Start of Information shown
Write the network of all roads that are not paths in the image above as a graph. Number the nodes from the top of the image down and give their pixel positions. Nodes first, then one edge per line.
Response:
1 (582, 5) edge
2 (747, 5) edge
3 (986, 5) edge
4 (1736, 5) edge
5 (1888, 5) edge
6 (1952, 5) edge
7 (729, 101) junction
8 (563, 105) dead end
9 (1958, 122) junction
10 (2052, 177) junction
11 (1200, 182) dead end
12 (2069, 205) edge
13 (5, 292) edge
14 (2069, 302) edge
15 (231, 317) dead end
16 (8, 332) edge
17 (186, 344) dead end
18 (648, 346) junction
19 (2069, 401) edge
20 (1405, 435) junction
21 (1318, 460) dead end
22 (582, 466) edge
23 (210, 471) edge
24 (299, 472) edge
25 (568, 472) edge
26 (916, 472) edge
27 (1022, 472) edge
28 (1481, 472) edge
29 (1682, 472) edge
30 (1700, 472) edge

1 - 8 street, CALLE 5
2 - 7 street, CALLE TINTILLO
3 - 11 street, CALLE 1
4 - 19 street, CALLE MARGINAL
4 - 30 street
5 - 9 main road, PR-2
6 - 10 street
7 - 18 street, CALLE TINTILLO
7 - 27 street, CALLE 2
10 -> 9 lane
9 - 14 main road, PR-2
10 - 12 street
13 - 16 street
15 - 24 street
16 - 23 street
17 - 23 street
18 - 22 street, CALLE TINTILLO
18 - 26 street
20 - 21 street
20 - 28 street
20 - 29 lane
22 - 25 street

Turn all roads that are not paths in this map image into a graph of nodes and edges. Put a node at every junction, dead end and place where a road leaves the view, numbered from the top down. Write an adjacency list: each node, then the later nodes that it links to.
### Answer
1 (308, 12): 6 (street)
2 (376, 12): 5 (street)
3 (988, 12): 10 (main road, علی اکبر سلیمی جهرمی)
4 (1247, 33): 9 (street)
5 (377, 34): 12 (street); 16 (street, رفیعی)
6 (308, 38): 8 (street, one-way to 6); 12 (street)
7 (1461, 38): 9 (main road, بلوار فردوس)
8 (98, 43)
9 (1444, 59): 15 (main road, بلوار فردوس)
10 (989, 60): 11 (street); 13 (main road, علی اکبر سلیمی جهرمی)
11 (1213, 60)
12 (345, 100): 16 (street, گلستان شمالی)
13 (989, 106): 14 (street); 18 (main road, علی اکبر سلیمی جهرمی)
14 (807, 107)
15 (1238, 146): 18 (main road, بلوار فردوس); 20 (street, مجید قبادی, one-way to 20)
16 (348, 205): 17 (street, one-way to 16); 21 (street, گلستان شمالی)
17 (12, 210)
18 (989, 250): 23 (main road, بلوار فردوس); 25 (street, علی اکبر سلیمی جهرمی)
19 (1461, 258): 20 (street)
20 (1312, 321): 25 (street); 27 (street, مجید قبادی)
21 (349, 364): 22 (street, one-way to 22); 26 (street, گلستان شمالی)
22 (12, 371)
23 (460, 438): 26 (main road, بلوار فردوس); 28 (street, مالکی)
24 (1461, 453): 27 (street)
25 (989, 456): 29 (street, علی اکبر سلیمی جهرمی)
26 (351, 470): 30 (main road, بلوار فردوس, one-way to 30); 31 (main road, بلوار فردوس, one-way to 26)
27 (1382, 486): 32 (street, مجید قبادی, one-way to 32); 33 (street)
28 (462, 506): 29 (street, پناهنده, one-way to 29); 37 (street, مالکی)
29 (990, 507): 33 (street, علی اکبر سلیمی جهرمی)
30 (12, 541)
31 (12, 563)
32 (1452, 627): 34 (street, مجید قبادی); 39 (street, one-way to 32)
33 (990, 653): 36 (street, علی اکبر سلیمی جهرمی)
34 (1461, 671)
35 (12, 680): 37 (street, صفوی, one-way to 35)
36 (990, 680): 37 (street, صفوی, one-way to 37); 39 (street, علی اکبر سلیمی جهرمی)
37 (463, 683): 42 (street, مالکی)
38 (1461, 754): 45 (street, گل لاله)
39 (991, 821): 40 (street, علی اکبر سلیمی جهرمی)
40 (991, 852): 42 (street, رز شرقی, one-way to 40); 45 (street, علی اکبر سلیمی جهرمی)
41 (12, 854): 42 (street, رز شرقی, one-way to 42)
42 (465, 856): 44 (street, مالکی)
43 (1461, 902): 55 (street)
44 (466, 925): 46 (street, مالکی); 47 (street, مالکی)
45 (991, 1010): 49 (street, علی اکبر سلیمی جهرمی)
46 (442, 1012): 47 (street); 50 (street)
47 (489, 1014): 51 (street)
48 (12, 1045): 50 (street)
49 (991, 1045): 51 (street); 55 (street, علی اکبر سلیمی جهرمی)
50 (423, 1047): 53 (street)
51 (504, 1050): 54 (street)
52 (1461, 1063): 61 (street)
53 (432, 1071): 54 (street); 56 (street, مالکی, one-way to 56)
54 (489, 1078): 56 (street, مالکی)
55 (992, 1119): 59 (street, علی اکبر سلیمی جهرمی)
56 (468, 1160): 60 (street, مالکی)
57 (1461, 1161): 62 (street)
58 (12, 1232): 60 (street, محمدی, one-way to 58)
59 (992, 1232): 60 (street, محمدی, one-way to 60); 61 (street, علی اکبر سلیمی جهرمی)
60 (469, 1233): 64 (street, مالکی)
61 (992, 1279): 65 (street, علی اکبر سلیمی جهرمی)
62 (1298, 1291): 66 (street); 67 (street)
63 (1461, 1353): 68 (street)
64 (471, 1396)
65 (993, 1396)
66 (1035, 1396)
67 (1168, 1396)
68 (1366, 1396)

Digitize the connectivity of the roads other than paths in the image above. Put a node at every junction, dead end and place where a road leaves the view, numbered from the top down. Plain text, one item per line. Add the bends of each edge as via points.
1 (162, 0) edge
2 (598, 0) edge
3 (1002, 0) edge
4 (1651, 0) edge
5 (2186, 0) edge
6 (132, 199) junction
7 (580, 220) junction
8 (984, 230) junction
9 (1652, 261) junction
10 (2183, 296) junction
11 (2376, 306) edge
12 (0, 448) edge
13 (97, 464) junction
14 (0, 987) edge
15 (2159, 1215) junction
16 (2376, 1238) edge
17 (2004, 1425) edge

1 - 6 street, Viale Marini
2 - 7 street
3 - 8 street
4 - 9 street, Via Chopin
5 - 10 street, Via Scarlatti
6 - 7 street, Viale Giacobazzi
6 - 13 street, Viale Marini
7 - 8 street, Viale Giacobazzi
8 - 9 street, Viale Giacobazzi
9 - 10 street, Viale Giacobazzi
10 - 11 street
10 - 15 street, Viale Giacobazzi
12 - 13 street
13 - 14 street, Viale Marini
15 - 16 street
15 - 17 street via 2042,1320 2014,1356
End of Information shown
● **Exercise requirements**:
Write out again, exactly as they appear above, the lines from the one containing "Digitize the connectivity" to the final line, and only those.

● **Exercise solution**:
Digitize the connectivity of the roads other than paths in the image above. Put a node at every junction, dead end and place where a road leaves the view, numbered from the top down. Plain text, one item per line. Add the bends of each edge as via points.
1 (162, 0) edge
2 (598, 0) edge
3 (1002, 0) edge
4 (1651, 0) edge
5 (2186, 0) edge
6 (132, 199) junction
7 (580, 220) junction
8 (984, 230) junction
9 (1652, 261) junction
10 (2183, 296) junction
11 (2376, 306) edge
12 (0, 448) edge
13 (97, 464) junction
14 (0, 987) edge
15 (2159, 1215) junction
16 (2376, 1238) edge
17 (2004, 1425) edge

1 - 6 street, Viale Marini
2 - 7 street
3 - 8 street
4 - 9 street, Via Chopin
5 - 10 street, Via Scarlatti
6 - 7 street, Viale Giacobazzi
6 - 13 street, Viale Marini
7 - 8 street, Viale Giacobazzi
8 - 9 street, Viale Giacobazzi
9 - 10 street, Viale Giacobazzi
10 - 11 street
10 - 15 street, Viale Giacobazzi
12 - 13 street
13 - 14 street, Viale Marini
15 - 16 street
15 - 17 street via 2042,1320 2014,1356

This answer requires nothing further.